Janie Woolsey – Breast Cancer Patient Success Story

How Methodist Richardson helped a woman battling breast cancer have a safe pregnancy

Cancer was the last thing on Janie Woolsey’s mind.
She was six months pregnant with the sibling that she and her husband, Jason, had wanted for their then 1-year-old son, Kaden. The pregnancy had been an answered prayer after losing their 12-year-old daughter to acute respiratory distress syndrome just a few months earlier.

It had been a relatively easy pregnancy — until Janie noticed swelling in her left breast. After a mammogram and biopsy at Methodist Richardson Medical Center, she got a shocking diagnosis: breast cancer.

“I was scared to death,” Janie says. “Cancer is not something anyone wants to hear, especially when pregnant.”

A difficult decision

Janie Woolsey – Breast Cancer Patient Success Story Janie Woolsey found support through her
cancer journey from both Methodist Richardson
and her husband, Jason, who was by her side
at every appointment.

Janie was 35 years old and facing a very difficult decision. Should she put off treatment until after the baby was born? Her oncologist, Alan Trumbly, DO, on the medical staff at Methodist Richardson Cancer Center, assured her chemotherapy was the way to go.

“Certainly in the third trimester, it is safe,” Dr. Trumbly says. “Janie had an aggressive breast cancer, so the best option was to allow the fetus to develop before beginning treatment.”

After weighing her options, Janie agreed.

“I’m thankful to have doctors who know so much and who were there for me in some of the toughest times in my life.”

Under Dr. Trumbly’s close supervision, Janie underwent three doses of chemotherapy before taking a break. While chemotherapy is considered safe for the baby in the final trimester, Dr. Trumbly says there are still risks with regards to birth weight and potential premature delivery. But, he says, “Janie did great.”

Kaden’s brother arrives

In her 37th week of pregnancy in May 2015, Janie delivered a 5-pound-3-ounce boy they named Kasen.

“We were lucky enough that he was born healthy with no issues,” Janie says. “It was just a miracle.”

The week following Kasen’s birth, Janie continued chemotherapy.

As a third-grade teacher in Mansfield, there was no summer vacation for Janie. She endured 12 more rounds of chemo. When school started in August, she was back in the classroom, even though she faced a lumpectomy and six weeks of radiation. She says the kids gave her motivation.

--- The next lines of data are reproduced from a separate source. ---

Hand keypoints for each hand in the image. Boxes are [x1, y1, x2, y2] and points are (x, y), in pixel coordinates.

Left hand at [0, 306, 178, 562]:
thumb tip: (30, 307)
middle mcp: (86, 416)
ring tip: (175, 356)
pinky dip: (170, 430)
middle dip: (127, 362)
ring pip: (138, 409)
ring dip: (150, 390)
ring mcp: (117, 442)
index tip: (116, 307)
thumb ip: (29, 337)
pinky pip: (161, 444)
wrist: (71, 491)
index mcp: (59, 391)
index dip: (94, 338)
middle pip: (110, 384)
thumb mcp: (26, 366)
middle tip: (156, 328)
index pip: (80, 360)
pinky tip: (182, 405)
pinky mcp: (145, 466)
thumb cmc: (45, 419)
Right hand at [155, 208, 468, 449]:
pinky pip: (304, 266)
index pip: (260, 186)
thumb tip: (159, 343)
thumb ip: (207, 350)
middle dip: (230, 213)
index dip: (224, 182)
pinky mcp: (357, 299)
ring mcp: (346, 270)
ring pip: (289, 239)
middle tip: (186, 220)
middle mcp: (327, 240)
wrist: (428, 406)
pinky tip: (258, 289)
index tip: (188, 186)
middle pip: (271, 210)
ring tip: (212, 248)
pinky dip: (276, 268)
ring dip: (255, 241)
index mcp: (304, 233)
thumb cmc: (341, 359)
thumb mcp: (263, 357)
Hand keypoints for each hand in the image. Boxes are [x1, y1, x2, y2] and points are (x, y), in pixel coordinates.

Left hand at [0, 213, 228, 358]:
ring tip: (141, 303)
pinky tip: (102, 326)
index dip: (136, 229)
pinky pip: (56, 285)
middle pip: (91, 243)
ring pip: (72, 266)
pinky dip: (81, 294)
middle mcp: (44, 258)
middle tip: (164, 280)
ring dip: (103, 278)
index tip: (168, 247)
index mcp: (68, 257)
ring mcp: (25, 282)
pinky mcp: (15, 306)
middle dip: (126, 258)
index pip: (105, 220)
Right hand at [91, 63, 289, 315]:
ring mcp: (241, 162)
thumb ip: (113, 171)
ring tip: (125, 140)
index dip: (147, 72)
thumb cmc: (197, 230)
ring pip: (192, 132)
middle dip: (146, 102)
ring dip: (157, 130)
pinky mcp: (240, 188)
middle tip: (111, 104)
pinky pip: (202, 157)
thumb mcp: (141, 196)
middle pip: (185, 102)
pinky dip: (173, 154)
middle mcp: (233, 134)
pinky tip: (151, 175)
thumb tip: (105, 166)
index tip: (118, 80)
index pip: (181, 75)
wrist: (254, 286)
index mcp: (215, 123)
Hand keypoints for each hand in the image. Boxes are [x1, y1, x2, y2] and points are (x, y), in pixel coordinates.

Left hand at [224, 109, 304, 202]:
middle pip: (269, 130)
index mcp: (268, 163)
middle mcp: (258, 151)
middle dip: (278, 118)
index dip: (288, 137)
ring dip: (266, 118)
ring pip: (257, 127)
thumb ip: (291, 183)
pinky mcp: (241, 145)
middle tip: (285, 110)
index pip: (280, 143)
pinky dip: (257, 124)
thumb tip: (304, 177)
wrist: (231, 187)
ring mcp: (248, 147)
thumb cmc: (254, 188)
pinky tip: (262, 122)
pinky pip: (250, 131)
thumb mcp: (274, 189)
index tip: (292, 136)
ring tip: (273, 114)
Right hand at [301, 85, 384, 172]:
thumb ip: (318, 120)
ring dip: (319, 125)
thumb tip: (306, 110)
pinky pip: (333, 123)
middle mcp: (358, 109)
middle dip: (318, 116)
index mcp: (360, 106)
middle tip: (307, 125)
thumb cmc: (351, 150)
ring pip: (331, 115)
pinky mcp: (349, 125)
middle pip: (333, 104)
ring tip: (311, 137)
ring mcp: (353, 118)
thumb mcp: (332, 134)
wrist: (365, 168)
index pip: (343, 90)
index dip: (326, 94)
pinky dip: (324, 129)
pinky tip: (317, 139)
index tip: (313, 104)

“It was a blessing to get up every day and to get to see them,” Janie says. She adds that they understood why she lost her hair, but it made them anxious when she had to be out for a few days at a time

A parent’s perspective

It’s been a trying two years for the Woolsey family. They endured the death of a child, the excitement of bringing a new life into the world, and a devastating diagnosis. Janie persevered with a positive attitude that is evident to anyone who meets her. Dr. Trumbly says her prognosis now is very good.

“It’s been a pleasure and a privilege that I could help Janie through this,” he says.

Janie is thankful for every day she is given and for what she hopes will be many, many years with her family to watch her babies grow up.

“God doesn’t give you more than you can handle,” Janie says. “He gives us strength to get through it.”